* **What the exercise asks**
Please repeat the whole listing verbatim.

* **Data provided**
□ □ □ □ □

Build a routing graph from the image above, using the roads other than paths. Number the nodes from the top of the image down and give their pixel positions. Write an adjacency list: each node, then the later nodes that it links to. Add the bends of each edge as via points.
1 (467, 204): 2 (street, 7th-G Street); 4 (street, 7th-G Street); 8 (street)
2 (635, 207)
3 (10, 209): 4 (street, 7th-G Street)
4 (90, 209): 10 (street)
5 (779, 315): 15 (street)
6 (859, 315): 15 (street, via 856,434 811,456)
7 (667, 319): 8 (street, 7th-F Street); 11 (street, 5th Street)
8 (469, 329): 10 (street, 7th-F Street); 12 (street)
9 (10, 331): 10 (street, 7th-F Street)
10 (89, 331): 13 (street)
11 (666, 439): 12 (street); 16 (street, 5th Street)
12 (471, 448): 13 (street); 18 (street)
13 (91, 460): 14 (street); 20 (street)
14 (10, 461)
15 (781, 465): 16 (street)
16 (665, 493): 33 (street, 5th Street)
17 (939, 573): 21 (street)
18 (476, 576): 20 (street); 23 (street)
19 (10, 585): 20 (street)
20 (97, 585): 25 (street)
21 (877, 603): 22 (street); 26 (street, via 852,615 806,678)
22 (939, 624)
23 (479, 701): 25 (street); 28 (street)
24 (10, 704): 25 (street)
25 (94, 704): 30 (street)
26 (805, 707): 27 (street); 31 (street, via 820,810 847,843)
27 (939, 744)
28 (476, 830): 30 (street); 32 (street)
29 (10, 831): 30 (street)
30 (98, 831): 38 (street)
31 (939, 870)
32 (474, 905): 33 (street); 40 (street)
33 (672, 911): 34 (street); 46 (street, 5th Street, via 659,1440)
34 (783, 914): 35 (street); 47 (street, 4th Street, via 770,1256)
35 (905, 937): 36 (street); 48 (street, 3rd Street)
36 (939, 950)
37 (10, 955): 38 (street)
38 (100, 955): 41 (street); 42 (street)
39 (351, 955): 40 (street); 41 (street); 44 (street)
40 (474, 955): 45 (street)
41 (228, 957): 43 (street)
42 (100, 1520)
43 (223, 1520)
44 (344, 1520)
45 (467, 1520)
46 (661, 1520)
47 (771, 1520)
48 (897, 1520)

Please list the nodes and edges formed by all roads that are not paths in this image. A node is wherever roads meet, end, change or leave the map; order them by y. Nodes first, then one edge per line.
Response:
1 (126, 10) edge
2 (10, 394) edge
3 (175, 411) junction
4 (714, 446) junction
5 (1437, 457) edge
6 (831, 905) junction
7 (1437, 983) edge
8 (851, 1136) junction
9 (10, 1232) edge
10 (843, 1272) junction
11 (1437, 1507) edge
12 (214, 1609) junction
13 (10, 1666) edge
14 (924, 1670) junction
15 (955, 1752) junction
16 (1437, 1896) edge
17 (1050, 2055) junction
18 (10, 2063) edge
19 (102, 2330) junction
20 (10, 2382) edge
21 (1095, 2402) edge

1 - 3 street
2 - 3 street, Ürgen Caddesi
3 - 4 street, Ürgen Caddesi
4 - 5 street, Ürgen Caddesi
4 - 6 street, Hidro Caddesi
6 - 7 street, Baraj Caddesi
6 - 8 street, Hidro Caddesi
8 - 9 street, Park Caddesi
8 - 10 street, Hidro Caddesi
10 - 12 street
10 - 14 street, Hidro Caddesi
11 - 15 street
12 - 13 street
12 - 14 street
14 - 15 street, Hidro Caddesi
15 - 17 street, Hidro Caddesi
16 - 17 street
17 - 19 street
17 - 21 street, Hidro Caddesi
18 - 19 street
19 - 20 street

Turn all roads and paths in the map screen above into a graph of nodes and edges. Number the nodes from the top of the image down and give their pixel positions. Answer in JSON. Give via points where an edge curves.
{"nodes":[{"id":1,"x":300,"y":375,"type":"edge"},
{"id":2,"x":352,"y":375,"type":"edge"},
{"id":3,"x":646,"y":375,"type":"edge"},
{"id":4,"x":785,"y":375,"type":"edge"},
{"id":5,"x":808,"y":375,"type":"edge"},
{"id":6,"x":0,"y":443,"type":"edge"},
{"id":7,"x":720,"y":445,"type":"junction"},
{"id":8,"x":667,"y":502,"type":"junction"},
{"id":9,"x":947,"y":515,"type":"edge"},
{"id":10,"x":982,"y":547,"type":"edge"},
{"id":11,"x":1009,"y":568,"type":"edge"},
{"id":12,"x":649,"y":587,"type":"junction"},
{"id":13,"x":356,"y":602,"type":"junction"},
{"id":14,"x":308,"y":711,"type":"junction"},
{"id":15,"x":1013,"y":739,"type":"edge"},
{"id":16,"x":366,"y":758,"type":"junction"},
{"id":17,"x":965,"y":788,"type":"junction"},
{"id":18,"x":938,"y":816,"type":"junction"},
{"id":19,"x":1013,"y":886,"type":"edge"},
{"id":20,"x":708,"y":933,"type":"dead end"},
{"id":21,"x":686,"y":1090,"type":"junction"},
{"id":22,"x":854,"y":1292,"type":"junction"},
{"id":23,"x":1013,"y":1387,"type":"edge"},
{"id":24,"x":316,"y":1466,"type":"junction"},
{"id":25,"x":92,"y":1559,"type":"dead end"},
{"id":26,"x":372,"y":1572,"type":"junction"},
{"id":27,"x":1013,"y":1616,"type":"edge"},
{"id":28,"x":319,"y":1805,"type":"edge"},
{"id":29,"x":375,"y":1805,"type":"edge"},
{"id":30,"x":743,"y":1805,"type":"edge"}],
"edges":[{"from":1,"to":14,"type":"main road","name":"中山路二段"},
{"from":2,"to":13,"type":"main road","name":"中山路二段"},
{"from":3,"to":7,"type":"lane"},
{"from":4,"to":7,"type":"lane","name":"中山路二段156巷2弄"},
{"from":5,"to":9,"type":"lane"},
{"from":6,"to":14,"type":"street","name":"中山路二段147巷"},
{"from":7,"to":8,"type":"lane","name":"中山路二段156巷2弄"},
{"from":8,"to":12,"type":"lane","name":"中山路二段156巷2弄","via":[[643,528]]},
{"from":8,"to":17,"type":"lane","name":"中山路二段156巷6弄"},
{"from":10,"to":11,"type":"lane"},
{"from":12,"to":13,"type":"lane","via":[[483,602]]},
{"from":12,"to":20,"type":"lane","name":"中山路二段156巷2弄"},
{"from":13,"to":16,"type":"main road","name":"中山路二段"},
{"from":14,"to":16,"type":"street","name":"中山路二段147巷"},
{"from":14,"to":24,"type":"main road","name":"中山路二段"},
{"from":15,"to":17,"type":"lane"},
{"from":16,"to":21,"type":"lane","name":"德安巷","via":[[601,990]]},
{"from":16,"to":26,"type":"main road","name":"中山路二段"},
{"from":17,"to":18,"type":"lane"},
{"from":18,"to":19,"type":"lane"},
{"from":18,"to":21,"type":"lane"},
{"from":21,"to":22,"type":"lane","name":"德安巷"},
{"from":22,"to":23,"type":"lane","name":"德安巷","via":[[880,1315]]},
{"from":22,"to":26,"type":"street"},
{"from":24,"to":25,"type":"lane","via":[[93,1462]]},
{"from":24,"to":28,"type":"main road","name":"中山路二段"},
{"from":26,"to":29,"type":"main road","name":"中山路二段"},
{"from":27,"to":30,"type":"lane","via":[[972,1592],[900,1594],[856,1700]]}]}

□ □ □ □ □

* **Completed exercise**
Build a routing graph from the image above, using the roads other than paths. Number the nodes from the top of the image down and give their pixel positions. Write an adjacency list: each node, then the later nodes that it links to. Add the bends of each edge as via points.
1 (467, 204): 2 (street, 7th-G Street); 4 (street, 7th-G Street); 8 (street)
2 (635, 207)
3 (10, 209): 4 (street, 7th-G Street)
4 (90, 209): 10 (street)
5 (779, 315): 15 (street)
6 (859, 315): 15 (street, via 856,434 811,456)
7 (667, 319): 8 (street, 7th-F Street); 11 (street, 5th Street)
8 (469, 329): 10 (street, 7th-F Street); 12 (street)
9 (10, 331): 10 (street, 7th-F Street)
10 (89, 331): 13 (street)
11 (666, 439): 12 (street); 16 (street, 5th Street)
12 (471, 448): 13 (street); 18 (street)
13 (91, 460): 14 (street); 20 (street)
14 (10, 461)
15 (781, 465): 16 (street)
16 (665, 493): 33 (street, 5th Street)
17 (939, 573): 21 (street)
18 (476, 576): 20 (street); 23 (street)
19 (10, 585): 20 (street)
20 (97, 585): 25 (street)
21 (877, 603): 22 (street); 26 (street, via 852,615 806,678)
22 (939, 624)
23 (479, 701): 25 (street); 28 (street)
24 (10, 704): 25 (street)
25 (94, 704): 30 (street)
26 (805, 707): 27 (street); 31 (street, via 820,810 847,843)
27 (939, 744)
28 (476, 830): 30 (street); 32 (street)
29 (10, 831): 30 (street)
30 (98, 831): 38 (street)
31 (939, 870)
32 (474, 905): 33 (street); 40 (street)
33 (672, 911): 34 (street); 46 (street, 5th Street, via 659,1440)
34 (783, 914): 35 (street); 47 (street, 4th Street, via 770,1256)
35 (905, 937): 36 (street); 48 (street, 3rd Street)
36 (939, 950)
37 (10, 955): 38 (street)
38 (100, 955): 41 (street); 42 (street)
39 (351, 955): 40 (street); 41 (street); 44 (street)
40 (474, 955): 45 (street)
41 (228, 957): 43 (street)
42 (100, 1520)
43 (223, 1520)
44 (344, 1520)
45 (467, 1520)
46 (661, 1520)
47 (771, 1520)
48 (897, 1520)

Please list the nodes and edges formed by all roads that are not paths in this image. A node is wherever roads meet, end, change or leave the map; order them by y. Nodes first, then one edge per line.
Response:
1 (126, 10) edge
2 (10, 394) edge
3 (175, 411) junction
4 (714, 446) junction
5 (1437, 457) edge
6 (831, 905) junction
7 (1437, 983) edge
8 (851, 1136) junction
9 (10, 1232) edge
10 (843, 1272) junction
11 (1437, 1507) edge
12 (214, 1609) junction
13 (10, 1666) edge
14 (924, 1670) junction
15 (955, 1752) junction
16 (1437, 1896) edge
17 (1050, 2055) junction
18 (10, 2063) edge
19 (102, 2330) junction
20 (10, 2382) edge
21 (1095, 2402) edge

1 - 3 street
2 - 3 street, Ürgen Caddesi
3 - 4 street, Ürgen Caddesi
4 - 5 street, Ürgen Caddesi
4 - 6 street, Hidro Caddesi
6 - 7 street, Baraj Caddesi
6 - 8 street, Hidro Caddesi
8 - 9 street, Park Caddesi
8 - 10 street, Hidro Caddesi
10 - 12 street
10 - 14 street, Hidro Caddesi
11 - 15 street
12 - 13 street
12 - 14 street
14 - 15 street, Hidro Caddesi
15 - 17 street, Hidro Caddesi
16 - 17 street
17 - 19 street
17 - 21 street, Hidro Caddesi
18 - 19 street
19 - 20 street

Turn all roads and paths in the map screen above into a graph of nodes and edges. Number the nodes from the top of the image down and give their pixel positions. Answer in JSON. Give via points where an edge curves.
{"nodes":[{"id":1,"x":300,"y":375,"type":"edge"},
{"id":2,"x":352,"y":375,"type":"edge"},
{"id":3,"x":646,"y":375,"type":"edge"},
{"id":4,"x":785,"y":375,"type":"edge"},
{"id":5,"x":808,"y":375,"type":"edge"},
{"id":6,"x":0,"y":443,"type":"edge"},
{"id":7,"x":720,"y":445,"type":"junction"},
{"id":8,"x":667,"y":502,"type":"junction"},
{"id":9,"x":947,"y":515,"type":"edge"},
{"id":10,"x":982,"y":547,"type":"edge"},
{"id":11,"x":1009,"y":568,"type":"edge"},
{"id":12,"x":649,"y":587,"type":"junction"},
{"id":13,"x":356,"y":602,"type":"junction"},
{"id":14,"x":308,"y":711,"type":"junction"},
{"id":15,"x":1013,"y":739,"type":"edge"},
{"id":16,"x":366,"y":758,"type":"junction"},
{"id":17,"x":965,"y":788,"type":"junction"},
{"id":18,"x":938,"y":816,"type":"junction"},
{"id":19,"x":1013,"y":886,"type":"edge"},
{"id":20,"x":708,"y":933,"type":"dead end"},
{"id":21,"x":686,"y":1090,"type":"junction"},
{"id":22,"x":854,"y":1292,"type":"junction"},
{"id":23,"x":1013,"y":1387,"type":"edge"},
{"id":24,"x":316,"y":1466,"type":"junction"},
{"id":25,"x":92,"y":1559,"type":"dead end"},
{"id":26,"x":372,"y":1572,"type":"junction"},
{"id":27,"x":1013,"y":1616,"type":"edge"},
{"id":28,"x":319,"y":1805,"type":"edge"},
{"id":29,"x":375,"y":1805,"type":"edge"},
{"id":30,"x":743,"y":1805,"type":"edge"}],
"edges":[{"from":1,"to":14,"type":"main road","name":"中山路二段"},
{"from":2,"to":13,"type":"main road","name":"中山路二段"},
{"from":3,"to":7,"type":"lane"},
{"from":4,"to":7,"type":"lane","name":"中山路二段156巷2弄"},
{"from":5,"to":9,"type":"lane"},
{"from":6,"to":14,"type":"street","name":"中山路二段147巷"},
{"from":7,"to":8,"type":"lane","name":"中山路二段156巷2弄"},
{"from":8,"to":12,"type":"lane","name":"中山路二段156巷2弄","via":[[643,528]]},
{"from":8,"to":17,"type":"lane","name":"中山路二段156巷6弄"},
{"from":10,"to":11,"type":"lane"},
{"from":12,"to":13,"type":"lane","via":[[483,602]]},
{"from":12,"to":20,"type":"lane","name":"中山路二段156巷2弄"},
{"from":13,"to":16,"type":"main road","name":"中山路二段"},
{"from":14,"to":16,"type":"street","name":"中山路二段147巷"},
{"from":14,"to":24,"type":"main road","name":"中山路二段"},
{"from":15,"to":17,"type":"lane"},
{"from":16,"to":21,"type":"lane","name":"德安巷","via":[[601,990]]},
{"from":16,"to":26,"type":"main road","name":"中山路二段"},
{"from":17,"to":18,"type":"lane"},
{"from":18,"to":19,"type":"lane"},
{"from":18,"to":21,"type":"lane"},
{"from":21,"to":22,"type":"lane","name":"德安巷"},
{"from":22,"to":23,"type":"lane","name":"德安巷","via":[[880,1315]]},
{"from":22,"to":26,"type":"street"},
{"from":24,"to":25,"type":"lane","via":[[93,1462]]},
{"from":24,"to":28,"type":"main road","name":"中山路二段"},
{"from":26,"to":29,"type":"main road","name":"中山路二段"},
{"from":27,"to":30,"type":"lane","via":[[972,1592],[900,1594],[856,1700]]}]}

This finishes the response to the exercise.